Only the lines from the top of the data through the one with "Extract the road" are to be written out, each exactly as it stands.
*** Opening of GIVEN DATA ***
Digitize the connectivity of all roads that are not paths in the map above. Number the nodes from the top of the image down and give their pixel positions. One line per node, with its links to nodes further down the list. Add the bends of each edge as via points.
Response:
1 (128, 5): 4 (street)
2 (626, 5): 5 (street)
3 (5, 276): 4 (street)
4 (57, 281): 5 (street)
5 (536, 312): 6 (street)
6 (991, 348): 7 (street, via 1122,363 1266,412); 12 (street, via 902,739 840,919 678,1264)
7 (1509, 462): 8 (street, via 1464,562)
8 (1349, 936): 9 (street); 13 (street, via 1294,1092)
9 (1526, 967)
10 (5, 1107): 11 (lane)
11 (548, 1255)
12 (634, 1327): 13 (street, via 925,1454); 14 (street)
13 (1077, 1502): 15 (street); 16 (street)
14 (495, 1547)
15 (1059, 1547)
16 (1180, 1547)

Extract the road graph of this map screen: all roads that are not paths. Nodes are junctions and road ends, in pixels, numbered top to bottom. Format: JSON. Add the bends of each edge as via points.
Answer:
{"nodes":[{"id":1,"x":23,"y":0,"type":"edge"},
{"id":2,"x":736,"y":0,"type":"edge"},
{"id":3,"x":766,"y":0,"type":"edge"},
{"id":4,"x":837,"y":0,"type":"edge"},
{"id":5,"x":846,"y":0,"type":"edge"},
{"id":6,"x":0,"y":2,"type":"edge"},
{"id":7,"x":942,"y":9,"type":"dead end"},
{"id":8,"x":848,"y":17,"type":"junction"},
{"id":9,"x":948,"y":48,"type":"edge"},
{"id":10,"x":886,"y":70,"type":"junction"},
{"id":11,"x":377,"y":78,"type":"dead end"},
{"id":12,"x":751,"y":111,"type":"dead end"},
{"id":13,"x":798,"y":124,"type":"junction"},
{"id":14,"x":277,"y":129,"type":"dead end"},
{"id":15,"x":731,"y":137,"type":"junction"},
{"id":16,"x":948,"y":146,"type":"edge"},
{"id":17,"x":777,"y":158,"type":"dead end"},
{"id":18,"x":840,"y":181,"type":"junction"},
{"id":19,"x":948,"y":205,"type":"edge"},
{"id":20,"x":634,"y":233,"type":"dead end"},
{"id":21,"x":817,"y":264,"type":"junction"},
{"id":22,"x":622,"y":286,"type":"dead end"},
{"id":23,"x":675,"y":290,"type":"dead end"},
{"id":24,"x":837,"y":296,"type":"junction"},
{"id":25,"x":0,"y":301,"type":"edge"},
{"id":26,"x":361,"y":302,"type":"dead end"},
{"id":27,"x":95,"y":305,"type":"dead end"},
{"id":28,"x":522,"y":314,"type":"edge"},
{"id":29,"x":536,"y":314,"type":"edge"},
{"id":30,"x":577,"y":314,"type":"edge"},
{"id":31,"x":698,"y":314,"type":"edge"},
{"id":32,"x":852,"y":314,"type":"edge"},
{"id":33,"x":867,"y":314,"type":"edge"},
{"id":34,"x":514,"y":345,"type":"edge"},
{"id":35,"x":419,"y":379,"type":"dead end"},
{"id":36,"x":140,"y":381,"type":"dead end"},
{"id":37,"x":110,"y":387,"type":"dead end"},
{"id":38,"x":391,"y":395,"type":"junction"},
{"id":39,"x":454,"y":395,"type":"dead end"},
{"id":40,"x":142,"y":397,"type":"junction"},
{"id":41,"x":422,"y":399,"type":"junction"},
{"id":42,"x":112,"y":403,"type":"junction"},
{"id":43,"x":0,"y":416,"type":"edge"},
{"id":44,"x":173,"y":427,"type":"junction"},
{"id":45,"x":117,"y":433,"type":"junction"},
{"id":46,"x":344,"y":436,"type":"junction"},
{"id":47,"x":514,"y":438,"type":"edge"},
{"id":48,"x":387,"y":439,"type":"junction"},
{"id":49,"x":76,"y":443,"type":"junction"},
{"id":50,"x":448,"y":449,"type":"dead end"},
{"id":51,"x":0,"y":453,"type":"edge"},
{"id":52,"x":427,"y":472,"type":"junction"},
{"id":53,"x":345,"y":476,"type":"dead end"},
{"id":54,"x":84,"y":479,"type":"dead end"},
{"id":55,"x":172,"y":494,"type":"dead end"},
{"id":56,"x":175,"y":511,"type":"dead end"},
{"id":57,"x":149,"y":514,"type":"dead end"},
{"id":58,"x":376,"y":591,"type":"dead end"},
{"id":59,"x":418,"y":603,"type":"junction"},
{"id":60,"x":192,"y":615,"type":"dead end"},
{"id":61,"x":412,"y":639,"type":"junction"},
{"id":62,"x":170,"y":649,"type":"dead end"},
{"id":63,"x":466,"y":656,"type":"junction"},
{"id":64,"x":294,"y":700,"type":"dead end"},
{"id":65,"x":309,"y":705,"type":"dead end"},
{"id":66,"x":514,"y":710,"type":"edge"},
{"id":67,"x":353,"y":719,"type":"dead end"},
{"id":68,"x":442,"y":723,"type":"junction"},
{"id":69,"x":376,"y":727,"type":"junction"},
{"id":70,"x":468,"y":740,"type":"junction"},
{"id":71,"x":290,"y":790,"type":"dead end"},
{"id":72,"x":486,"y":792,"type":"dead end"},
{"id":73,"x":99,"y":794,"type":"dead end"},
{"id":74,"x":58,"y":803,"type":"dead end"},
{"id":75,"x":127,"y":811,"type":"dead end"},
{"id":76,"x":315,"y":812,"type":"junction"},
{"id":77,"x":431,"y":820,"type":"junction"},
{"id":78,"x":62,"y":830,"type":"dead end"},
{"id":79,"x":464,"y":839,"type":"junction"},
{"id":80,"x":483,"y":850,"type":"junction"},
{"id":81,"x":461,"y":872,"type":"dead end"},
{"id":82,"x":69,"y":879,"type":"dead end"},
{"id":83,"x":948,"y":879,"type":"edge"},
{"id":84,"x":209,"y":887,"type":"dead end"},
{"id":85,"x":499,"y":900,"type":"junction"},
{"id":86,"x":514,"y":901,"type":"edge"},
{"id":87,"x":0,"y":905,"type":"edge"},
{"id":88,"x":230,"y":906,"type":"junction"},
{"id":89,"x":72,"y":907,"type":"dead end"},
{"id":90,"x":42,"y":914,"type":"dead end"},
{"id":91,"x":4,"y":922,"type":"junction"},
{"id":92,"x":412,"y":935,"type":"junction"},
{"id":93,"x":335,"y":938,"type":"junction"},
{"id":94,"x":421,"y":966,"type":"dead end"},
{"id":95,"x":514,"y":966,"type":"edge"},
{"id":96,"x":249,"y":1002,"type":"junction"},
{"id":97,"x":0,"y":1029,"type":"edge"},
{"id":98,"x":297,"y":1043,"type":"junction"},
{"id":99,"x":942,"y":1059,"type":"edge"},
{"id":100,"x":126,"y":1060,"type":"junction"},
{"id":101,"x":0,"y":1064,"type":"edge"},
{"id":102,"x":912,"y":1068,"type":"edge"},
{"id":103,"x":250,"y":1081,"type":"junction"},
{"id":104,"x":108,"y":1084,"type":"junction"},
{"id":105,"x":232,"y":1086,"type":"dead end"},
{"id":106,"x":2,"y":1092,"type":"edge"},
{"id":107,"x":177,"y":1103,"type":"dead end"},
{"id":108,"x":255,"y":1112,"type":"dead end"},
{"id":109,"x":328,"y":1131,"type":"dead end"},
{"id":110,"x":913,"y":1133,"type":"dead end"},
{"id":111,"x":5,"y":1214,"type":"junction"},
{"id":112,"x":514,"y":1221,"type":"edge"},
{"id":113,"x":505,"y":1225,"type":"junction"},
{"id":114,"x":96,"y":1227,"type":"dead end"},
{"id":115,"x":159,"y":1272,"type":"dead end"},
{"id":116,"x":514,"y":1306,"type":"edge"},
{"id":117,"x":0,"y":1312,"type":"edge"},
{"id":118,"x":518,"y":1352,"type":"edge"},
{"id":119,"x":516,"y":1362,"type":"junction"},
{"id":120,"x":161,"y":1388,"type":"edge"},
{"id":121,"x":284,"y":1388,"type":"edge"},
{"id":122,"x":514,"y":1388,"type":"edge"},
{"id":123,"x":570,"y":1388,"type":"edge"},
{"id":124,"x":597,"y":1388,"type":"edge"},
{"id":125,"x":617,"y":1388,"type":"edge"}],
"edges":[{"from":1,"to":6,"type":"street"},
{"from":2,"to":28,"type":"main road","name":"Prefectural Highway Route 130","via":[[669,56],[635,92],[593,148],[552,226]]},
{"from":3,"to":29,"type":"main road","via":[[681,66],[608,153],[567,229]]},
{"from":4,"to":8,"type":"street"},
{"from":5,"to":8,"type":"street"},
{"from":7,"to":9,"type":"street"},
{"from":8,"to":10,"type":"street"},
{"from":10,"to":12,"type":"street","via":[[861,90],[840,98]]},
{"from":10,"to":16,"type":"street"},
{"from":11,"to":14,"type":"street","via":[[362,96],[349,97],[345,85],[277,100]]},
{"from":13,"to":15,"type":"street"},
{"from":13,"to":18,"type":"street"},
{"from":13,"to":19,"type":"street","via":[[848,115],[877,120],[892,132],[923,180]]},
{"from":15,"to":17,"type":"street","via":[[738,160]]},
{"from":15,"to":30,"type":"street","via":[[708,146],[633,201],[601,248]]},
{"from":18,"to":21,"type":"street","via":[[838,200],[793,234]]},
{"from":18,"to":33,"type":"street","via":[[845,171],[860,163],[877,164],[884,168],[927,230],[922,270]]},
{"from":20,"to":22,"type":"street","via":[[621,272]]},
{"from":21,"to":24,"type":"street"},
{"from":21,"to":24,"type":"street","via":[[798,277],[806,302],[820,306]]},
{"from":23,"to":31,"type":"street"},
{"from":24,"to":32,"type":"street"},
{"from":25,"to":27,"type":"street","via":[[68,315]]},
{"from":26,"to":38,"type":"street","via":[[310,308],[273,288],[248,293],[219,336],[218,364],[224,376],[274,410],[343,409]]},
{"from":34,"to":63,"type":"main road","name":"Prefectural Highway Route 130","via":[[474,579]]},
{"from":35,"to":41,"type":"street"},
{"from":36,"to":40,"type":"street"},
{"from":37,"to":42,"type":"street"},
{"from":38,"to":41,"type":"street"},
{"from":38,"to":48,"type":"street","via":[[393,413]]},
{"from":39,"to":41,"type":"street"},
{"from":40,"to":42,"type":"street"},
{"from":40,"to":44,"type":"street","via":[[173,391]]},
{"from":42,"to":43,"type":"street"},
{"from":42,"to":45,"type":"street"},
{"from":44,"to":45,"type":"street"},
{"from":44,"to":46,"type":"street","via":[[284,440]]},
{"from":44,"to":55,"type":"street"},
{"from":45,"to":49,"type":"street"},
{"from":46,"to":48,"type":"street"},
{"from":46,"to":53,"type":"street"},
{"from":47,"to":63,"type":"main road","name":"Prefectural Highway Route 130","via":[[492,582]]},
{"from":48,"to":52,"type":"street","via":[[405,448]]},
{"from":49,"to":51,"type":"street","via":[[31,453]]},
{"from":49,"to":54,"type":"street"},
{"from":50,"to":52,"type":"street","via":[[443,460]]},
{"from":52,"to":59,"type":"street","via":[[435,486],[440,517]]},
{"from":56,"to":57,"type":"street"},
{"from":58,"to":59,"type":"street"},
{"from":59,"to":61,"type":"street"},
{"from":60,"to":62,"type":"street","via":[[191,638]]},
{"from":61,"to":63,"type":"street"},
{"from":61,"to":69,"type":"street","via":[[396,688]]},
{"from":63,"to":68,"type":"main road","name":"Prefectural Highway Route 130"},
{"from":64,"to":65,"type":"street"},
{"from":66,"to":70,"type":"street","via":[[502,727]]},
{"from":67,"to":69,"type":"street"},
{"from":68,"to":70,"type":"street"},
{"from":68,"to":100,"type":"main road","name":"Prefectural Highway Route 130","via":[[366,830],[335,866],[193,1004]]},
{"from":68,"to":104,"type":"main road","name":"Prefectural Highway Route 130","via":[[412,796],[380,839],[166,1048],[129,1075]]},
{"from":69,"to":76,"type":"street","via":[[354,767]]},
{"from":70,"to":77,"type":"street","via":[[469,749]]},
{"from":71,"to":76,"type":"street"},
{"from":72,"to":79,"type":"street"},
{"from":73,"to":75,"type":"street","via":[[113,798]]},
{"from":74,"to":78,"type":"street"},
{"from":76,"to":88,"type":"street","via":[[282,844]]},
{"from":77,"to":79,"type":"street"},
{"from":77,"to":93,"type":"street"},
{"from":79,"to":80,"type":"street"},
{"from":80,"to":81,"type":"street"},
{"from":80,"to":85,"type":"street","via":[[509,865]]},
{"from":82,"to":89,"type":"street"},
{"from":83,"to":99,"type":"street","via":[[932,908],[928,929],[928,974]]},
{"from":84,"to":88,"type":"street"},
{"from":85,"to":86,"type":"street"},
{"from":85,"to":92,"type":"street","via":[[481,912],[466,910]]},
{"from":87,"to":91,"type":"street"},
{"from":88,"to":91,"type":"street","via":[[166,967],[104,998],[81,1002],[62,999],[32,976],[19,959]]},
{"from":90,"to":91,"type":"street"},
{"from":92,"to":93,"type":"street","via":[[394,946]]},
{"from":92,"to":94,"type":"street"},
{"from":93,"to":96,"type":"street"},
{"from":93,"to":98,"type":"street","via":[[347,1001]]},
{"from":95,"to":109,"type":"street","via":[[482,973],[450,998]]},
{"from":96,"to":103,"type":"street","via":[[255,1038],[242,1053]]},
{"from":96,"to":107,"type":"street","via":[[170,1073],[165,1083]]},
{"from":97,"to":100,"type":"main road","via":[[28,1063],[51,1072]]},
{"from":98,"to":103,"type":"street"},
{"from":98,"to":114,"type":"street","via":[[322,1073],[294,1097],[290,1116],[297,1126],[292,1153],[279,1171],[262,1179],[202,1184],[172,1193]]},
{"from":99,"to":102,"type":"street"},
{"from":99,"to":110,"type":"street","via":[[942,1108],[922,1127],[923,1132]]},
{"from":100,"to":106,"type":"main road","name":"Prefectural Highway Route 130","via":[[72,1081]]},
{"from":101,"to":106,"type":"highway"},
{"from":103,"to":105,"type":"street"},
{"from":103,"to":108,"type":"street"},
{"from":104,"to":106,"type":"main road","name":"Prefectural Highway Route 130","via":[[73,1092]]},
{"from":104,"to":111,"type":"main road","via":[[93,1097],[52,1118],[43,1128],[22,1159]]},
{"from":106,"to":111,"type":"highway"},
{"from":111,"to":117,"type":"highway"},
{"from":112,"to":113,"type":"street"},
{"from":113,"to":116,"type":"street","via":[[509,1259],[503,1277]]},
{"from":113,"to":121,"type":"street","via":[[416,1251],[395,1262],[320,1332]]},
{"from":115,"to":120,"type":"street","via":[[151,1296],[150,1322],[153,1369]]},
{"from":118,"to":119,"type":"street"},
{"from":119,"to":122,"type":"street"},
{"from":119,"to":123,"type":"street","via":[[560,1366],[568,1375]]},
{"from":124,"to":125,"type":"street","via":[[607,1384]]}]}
*** Close of GIVEN DATA ***
ANSWER BELOW:
Digitize the connectivity of all roads that are not paths in the map above. Number the nodes from the top of the image down and give their pixel positions. One line per node, with its links to nodes further down the list. Add the bends of each edge as via points.
Response:
1 (128, 5): 4 (street)
2 (626, 5): 5 (street)
3 (5, 276): 4 (street)
4 (57, 281): 5 (street)
5 (536, 312): 6 (street)
6 (991, 348): 7 (street, via 1122,363 1266,412); 12 (street, via 902,739 840,919 678,1264)
7 (1509, 462): 8 (street, via 1464,562)
8 (1349, 936): 9 (street); 13 (street, via 1294,1092)
9 (1526, 967)
10 (5, 1107): 11 (lane)
11 (548, 1255)
12 (634, 1327): 13 (street, via 925,1454); 14 (street)
13 (1077, 1502): 15 (street); 16 (street)
14 (495, 1547)
15 (1059, 1547)
16 (1180, 1547)

Extract the road graph of this map screen: all roads that are not paths. Nodes are junctions and road ends, in pixels, numbered top to bottom. Format: JSON. Add the bends of each edge as via points.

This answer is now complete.